Every line of the data below should be retyped exactly, with no images carried over.

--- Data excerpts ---
◇ ◇ ◇ ◇ ◇
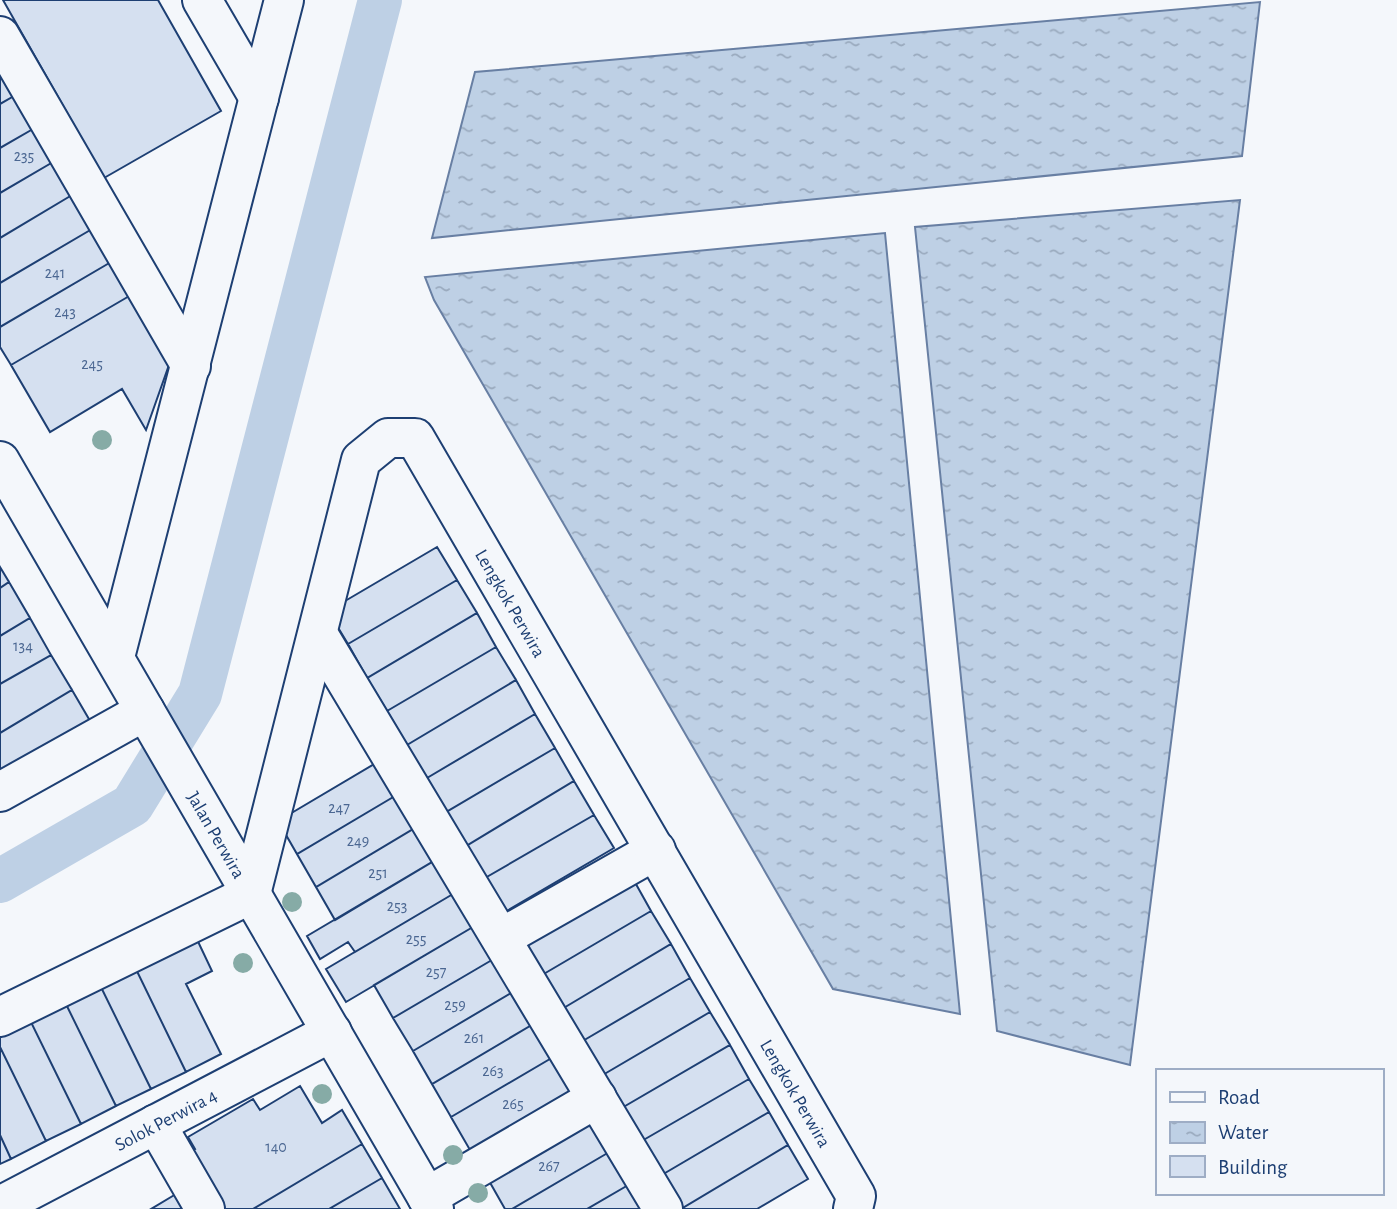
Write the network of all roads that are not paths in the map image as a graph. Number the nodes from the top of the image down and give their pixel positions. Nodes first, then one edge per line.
1 (202, 0) edge
2 (284, 0) edge
3 (0, 36) edge
4 (259, 98) junction
5 (191, 366) junction
6 (0, 461) edge
7 (318, 634) junction
8 (114, 657) junction
9 (145, 711) junction
10 (0, 792) edge
11 (656, 850) junction
12 (251, 894) junction
13 (501, 939) junction
14 (0, 1017) edge
15 (332, 1032) junction
16 (597, 1098) junction
17 (156, 1124) junction
18 (431, 1203) edge
19 (5, 1206) edge
20 (205, 1209) edge
21 (663, 1209) edge
22 (853, 1209) edge

1 - 4 street
2 - 4 street
3 - 5 street
4 - 5 street
5 - 8 street
6 - 8 street, Jalan Perwira
7 - 11 street, Lengkok Perwira
7 - 12 street, Lengkok Perwira
7 - 13 street
8 - 9 street, Jalan Perwira
9 - 10 street
9 - 12 street, Jalan Perwira
11 - 13 street
11 - 22 street, Lengkok Perwira
12 - 14 street
12 - 15 street, Jalan Perwira
13 - 16 street
15 - 17 street, Solok Perwira 4
15 - 18 street, Jalan Perwira
16 - 18 street
16 - 21 street
17 - 19 street, Solok Perwira 4
17 - 20 street

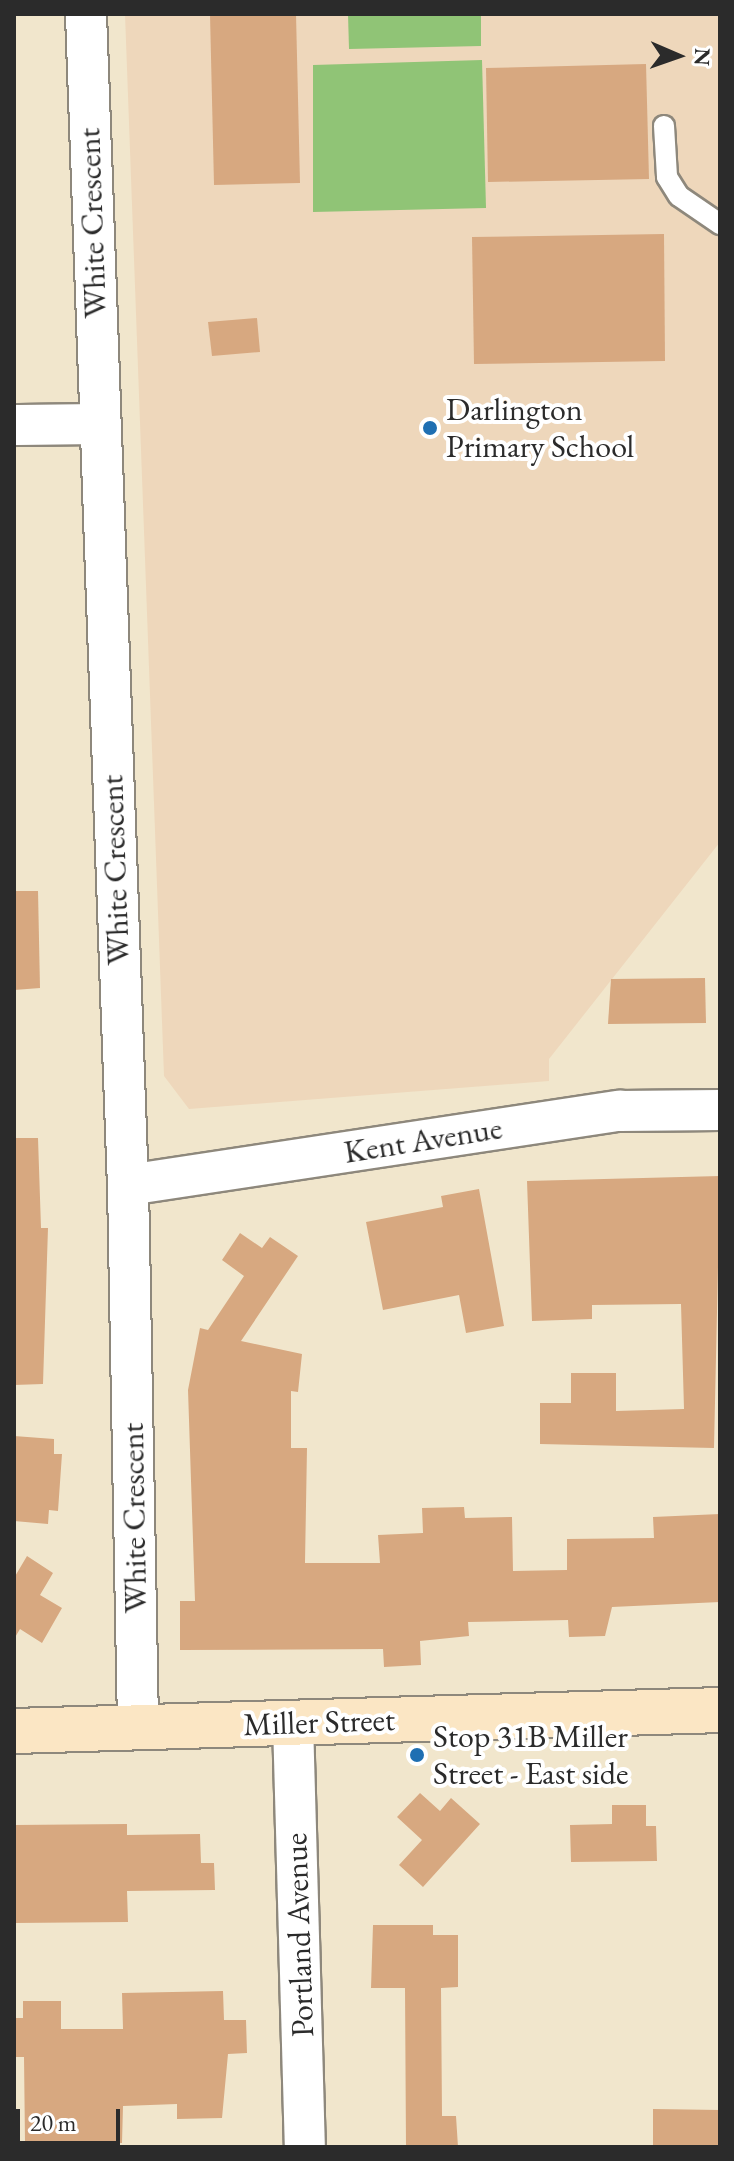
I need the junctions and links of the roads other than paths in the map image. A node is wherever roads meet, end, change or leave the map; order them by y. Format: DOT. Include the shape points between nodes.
graph roads {
  1 [pos="86,14"];
  2 [pos="664,126"];
  3 [pos="720,224"];
  4 [pos="98,424"];
  5 [pos="14,425"];
  6 [pos="720,1110"];
  7 [pos="128,1185"];
  8 [pos="720,1710"];
  9 [pos="293,1722"];
  10 [pos="138,1727"];
  11 [pos="14,1731"];
  12 [pos="305,2147"];
  1 -- 4 [label="street, White Crescent"];
  2 -- 3 [label="lane" via="667,177 679,196"];
  4 -- 5 [label="street"];
  4 -- 7 [label="street, White Crescent"];
  6 -- 7 [label="street, Kent Avenue" via="620,1111"];
  7 -- 10 [label="street, White Crescent"];
  8 -- 9 [label="street, Miller Street"];
  9 -- 10 [label="street, Miller Street"];
  9 -- 12 [label="street, Portland Avenue"];
  10 -- 11 [label="street, Miller Street"];
}
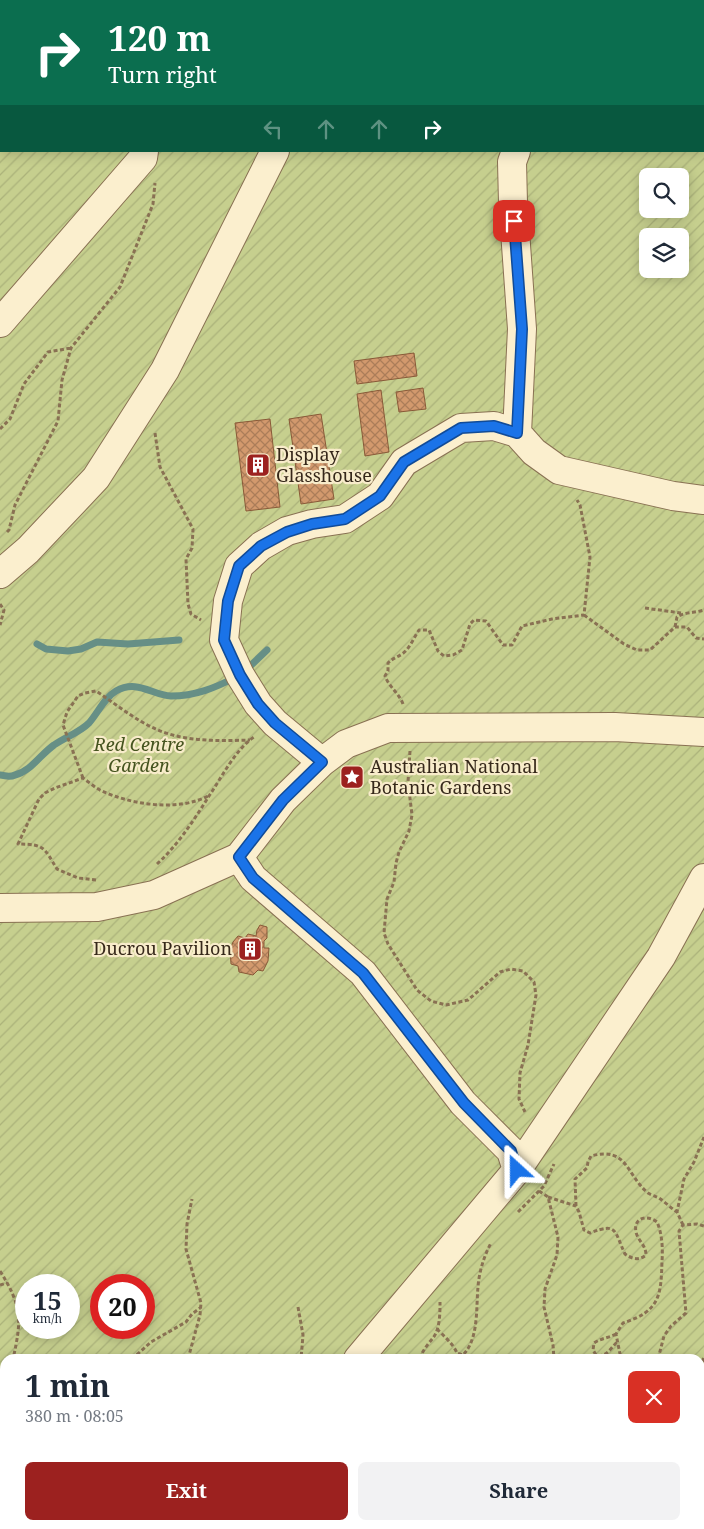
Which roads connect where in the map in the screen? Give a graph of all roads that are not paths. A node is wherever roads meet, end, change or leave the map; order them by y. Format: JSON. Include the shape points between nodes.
{"nodes":[{"id":1,"x":274,"y":152,"type":"edge"},
{"id":2,"x":516,"y":152,"type":"edge"},
{"id":3,"x":144,"y":155,"type":"edge"},
{"id":4,"x":0,"y":324,"type":"edge"},
{"id":5,"x":517,"y":433,"type":"junction"},
{"id":6,"x":704,"y":500,"type":"edge"},
{"id":7,"x":0,"y":574,"type":"edge"},
{"id":8,"x":704,"y":732,"type":"edge"},
{"id":9,"x":322,"y":762,"type":"junction"},
{"id":10,"x":239,"y":857,"type":"junction"},
{"id":11,"x":704,"y":878,"type":"edge"},
{"id":12,"x":0,"y":908,"type":"edge"},
{"id":13,"x":517,"y":1170,"type":"junction"},
{"id":14,"x":362,"y":1354,"type":"edge"}],
"edges":[{"from":1,"to":7,"type":"lane","via":[[165,370],[96,478],[28,550]]},
{"from":2,"to":5,"type":"lane","via":[[512,162],[513,203],[522,329]]},
{"from":3,"to":4,"type":"lane"},
{"from":5,"to":6,"type":"lane","via":[[534,452],[559,470]]},
{"from":5,"to":9,"type":"lane","via":[[494,426],[461,428],[404,462],[380,496],[345,519],[287,532],[261,546],[239,566],[228,601],[224,640],[258,704],[275,723]]},
{"from":8,"to":9,"type":"lane","via":[[615,726],[388,728],[346,744]]},
{"from":9,"to":10,"type":"lane","via":[[283,800]]},
{"from":10,"to":12,"type":"lane","via":[[154,896],[97,907]]},
{"from":10,"to":13,"type":"lane","via":[[253,878],[363,973],[464,1103],[511,1151]]},
{"from":11,"to":13,"type":"lane","via":[[661,957]]},
{"from":13,"to":14,"type":"lane"}]}
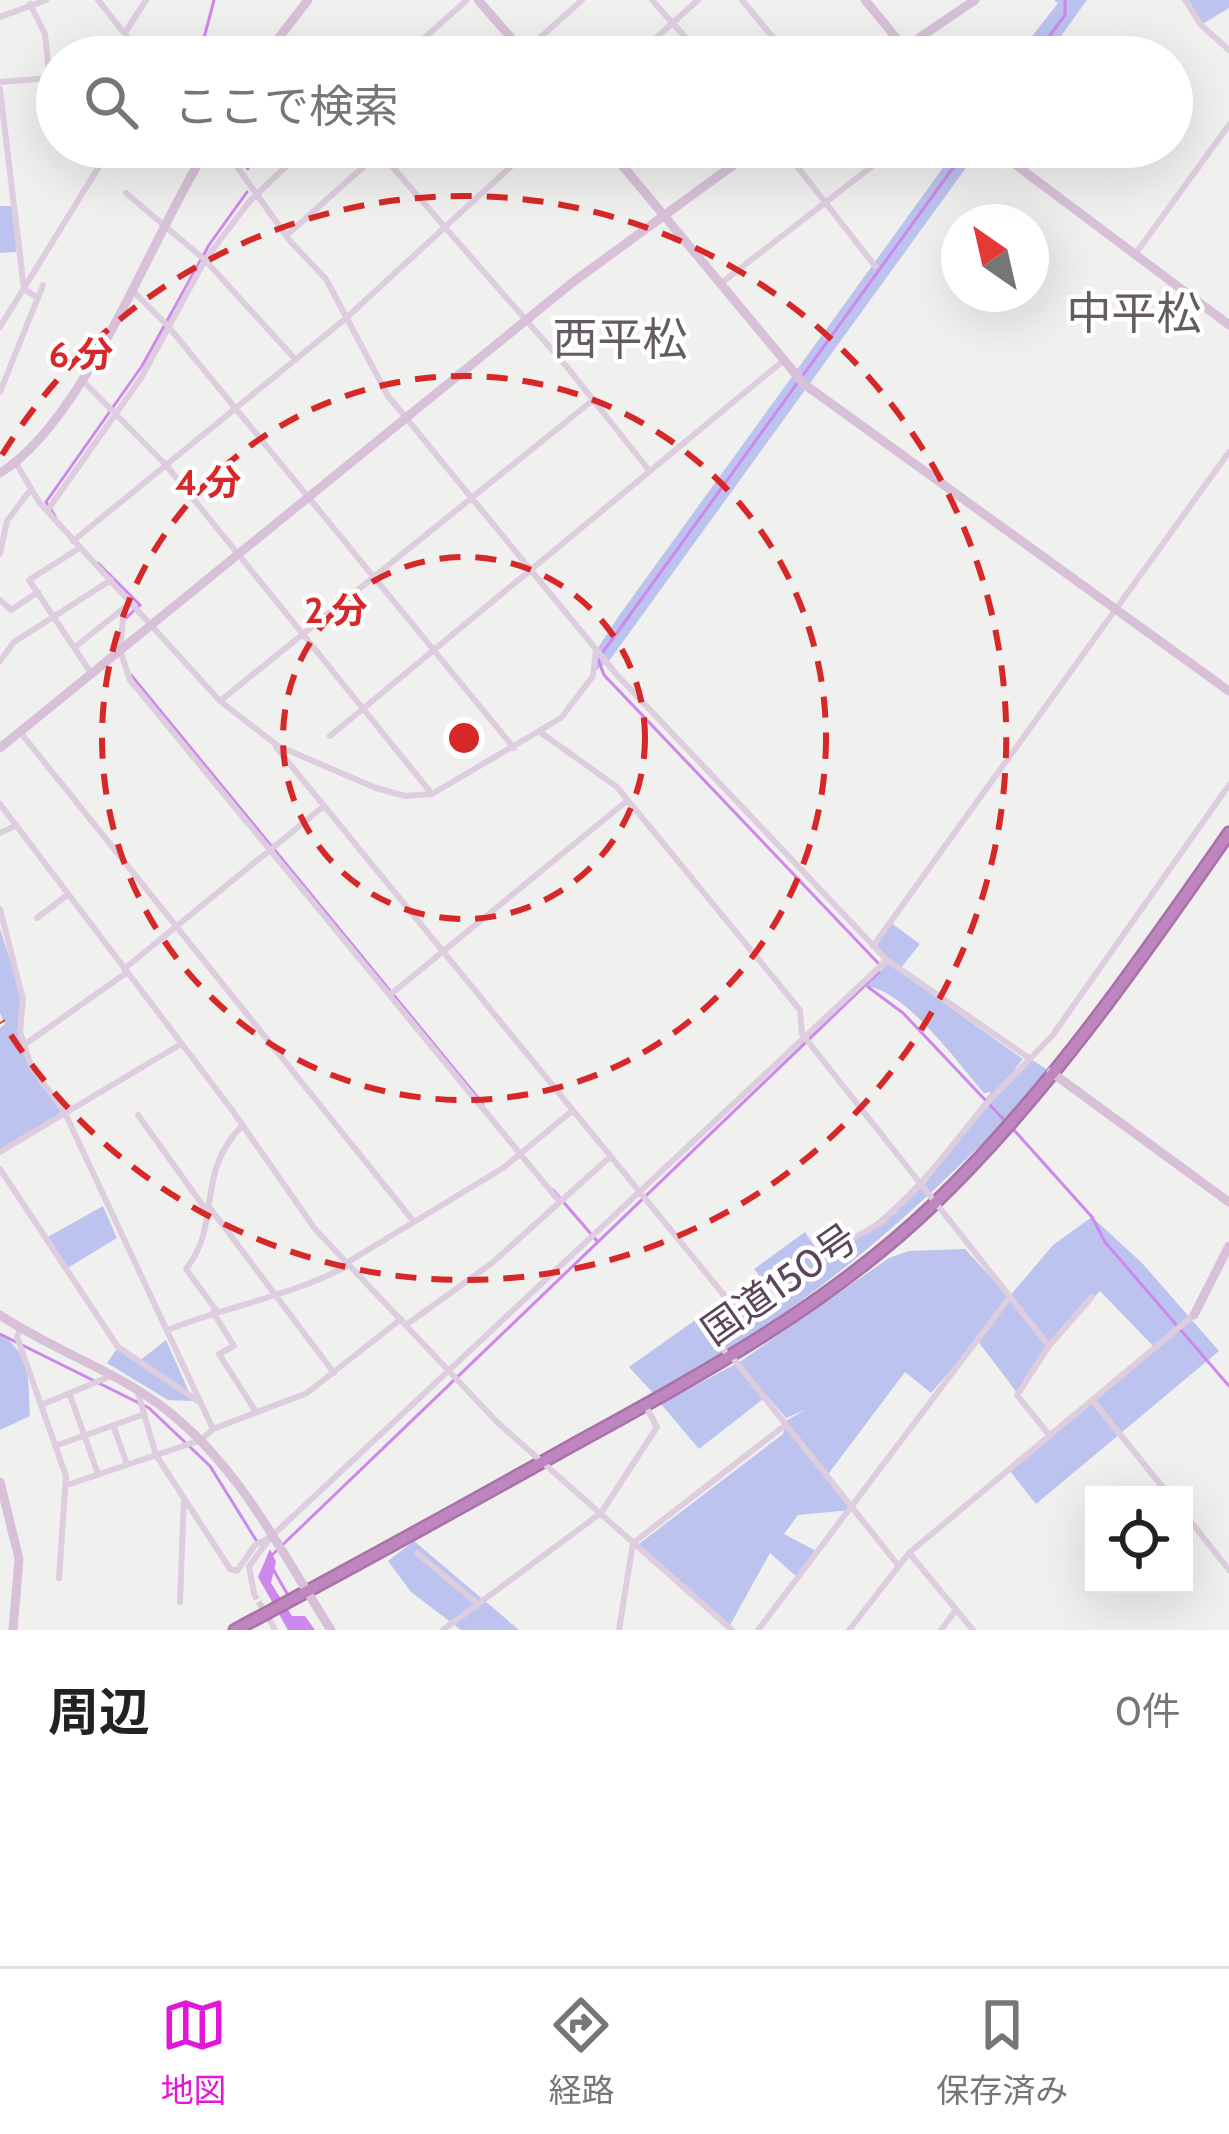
◇ ◇ ◇ ◇ ◇
--- Exercise output ---
Write the network of all roads that are not paths in the map image as a graph. Number the nodes from the top of the image down and give their pixel positions. Nodes first, then one edge per line.
1 (202, 0) edge
2 (284, 0) edge
3 (0, 36) edge
4 (259, 98) junction
5 (191, 366) junction
6 (0, 461) edge
7 (318, 634) junction
8 (114, 657) junction
9 (145, 711) junction
10 (0, 792) edge
11 (656, 850) junction
12 (251, 894) junction
13 (501, 939) junction
14 (0, 1017) edge
15 (332, 1032) junction
16 (597, 1098) junction
17 (156, 1124) junction
18 (431, 1203) edge
19 (5, 1206) edge
20 (205, 1209) edge
21 (663, 1209) edge
22 (853, 1209) edge

1 - 4 street
2 - 4 street
3 - 5 street
4 - 5 street
5 - 8 street
6 - 8 street, Jalan Perwira
7 - 11 street, Lengkok Perwira
7 - 12 street, Lengkok Perwira
7 - 13 street
8 - 9 street, Jalan Perwira
9 - 10 street
9 - 12 street, Jalan Perwira
11 - 13 street
11 - 22 street, Lengkok Perwira
12 - 14 street
12 - 15 street, Jalan Perwira
13 - 16 street
15 - 17 street, Solok Perwira 4
15 - 18 street, Jalan Perwira
16 - 18 street
16 - 21 street
17 - 19 street, Solok Perwira 4
17 - 20 street

I need the junctions and links of the roads other than paths in the map image. A node is wherever roads meet, end, change or leave the map; order them by y. Format: DOT. Include the shape points between nodes.
graph roads {
  1 [pos="86,14"];
  2 [pos="664,126"];
  3 [pos="720,224"];
  4 [pos="98,424"];
  5 [pos="14,425"];
  6 [pos="720,1110"];
  7 [pos="128,1185"];
  8 [pos="720,1710"];
  9 [pos="293,1722"];
  10 [pos="138,1727"];
  11 [pos="14,1731"];
  12 [pos="305,2147"];
  1 -- 4 [label="street, White Crescent"];
  2 -- 3 [label="lane" via="667,177 679,196"];
  4 -- 5 [label="street"];
  4 -- 7 [label="street, White Crescent"];
  6 -- 7 [label="street, Kent Avenue" via="620,1111"];
  7 -- 10 [label="street, White Crescent"];
  8 -- 9 [label="street, Miller Street"];
  9 -- 10 [label="street, Miller Street"];
  9 -- 12 [label="street, Portland Avenue"];
  10 -- 11 [label="street, Miller Street"];
}
Which roads connect where in the map in the screen? Give a graph of all roads that are not paths. A node is wherever roads meet, end, change or leave the map; order them by y. Format: JSON. Include the shape points between nodes.
{"nodes":[{"id":1,"x":274,"y":152,"type":"edge"},
{"id":2,"x":516,"y":152,"type":"edge"},
{"id":3,"x":144,"y":155,"type":"edge"},
{"id":4,"x":0,"y":324,"type":"edge"},
{"id":5,"x":517,"y":433,"type":"junction"},
{"id":6,"x":704,"y":500,"type":"edge"},
{"id":7,"x":0,"y":574,"type":"edge"},
{"id":8,"x":704,"y":732,"type":"edge"},
{"id":9,"x":322,"y":762,"type":"junction"},
{"id":10,"x":239,"y":857,"type":"junction"},
{"id":11,"x":704,"y":878,"type":"edge"},
{"id":12,"x":0,"y":908,"type":"edge"},
{"id":13,"x":517,"y":1170,"type":"junction"},
{"id":14,"x":362,"y":1354,"type":"edge"}],
"edges":[{"from":1,"to":7,"type":"lane","via":[[165,370],[96,478],[28,550]]},
{"from":2,"to":5,"type":"lane","via":[[512,162],[513,203],[522,329]]},
{"from":3,"to":4,"type":"lane"},
{"from":5,"to":6,"type":"lane","via":[[534,452],[559,470]]},
{"from":5,"to":9,"type":"lane","via":[[494,426],[461,428],[404,462],[380,496],[345,519],[287,532],[261,546],[239,566],[228,601],[224,640],[258,704],[275,723]]},
{"from":8,"to":9,"type":"lane","via":[[615,726],[388,728],[346,744]]},
{"from":9,"to":10,"type":"lane","via":[[283,800]]},
{"from":10,"to":12,"type":"lane","via":[[154,896],[97,907]]},
{"from":10,"to":13,"type":"lane","via":[[253,878],[363,973],[464,1103],[511,1151]]},
{"from":11,"to":13,"type":"lane","via":[[661,957]]},
{"from":13,"to":14,"type":"lane"}]}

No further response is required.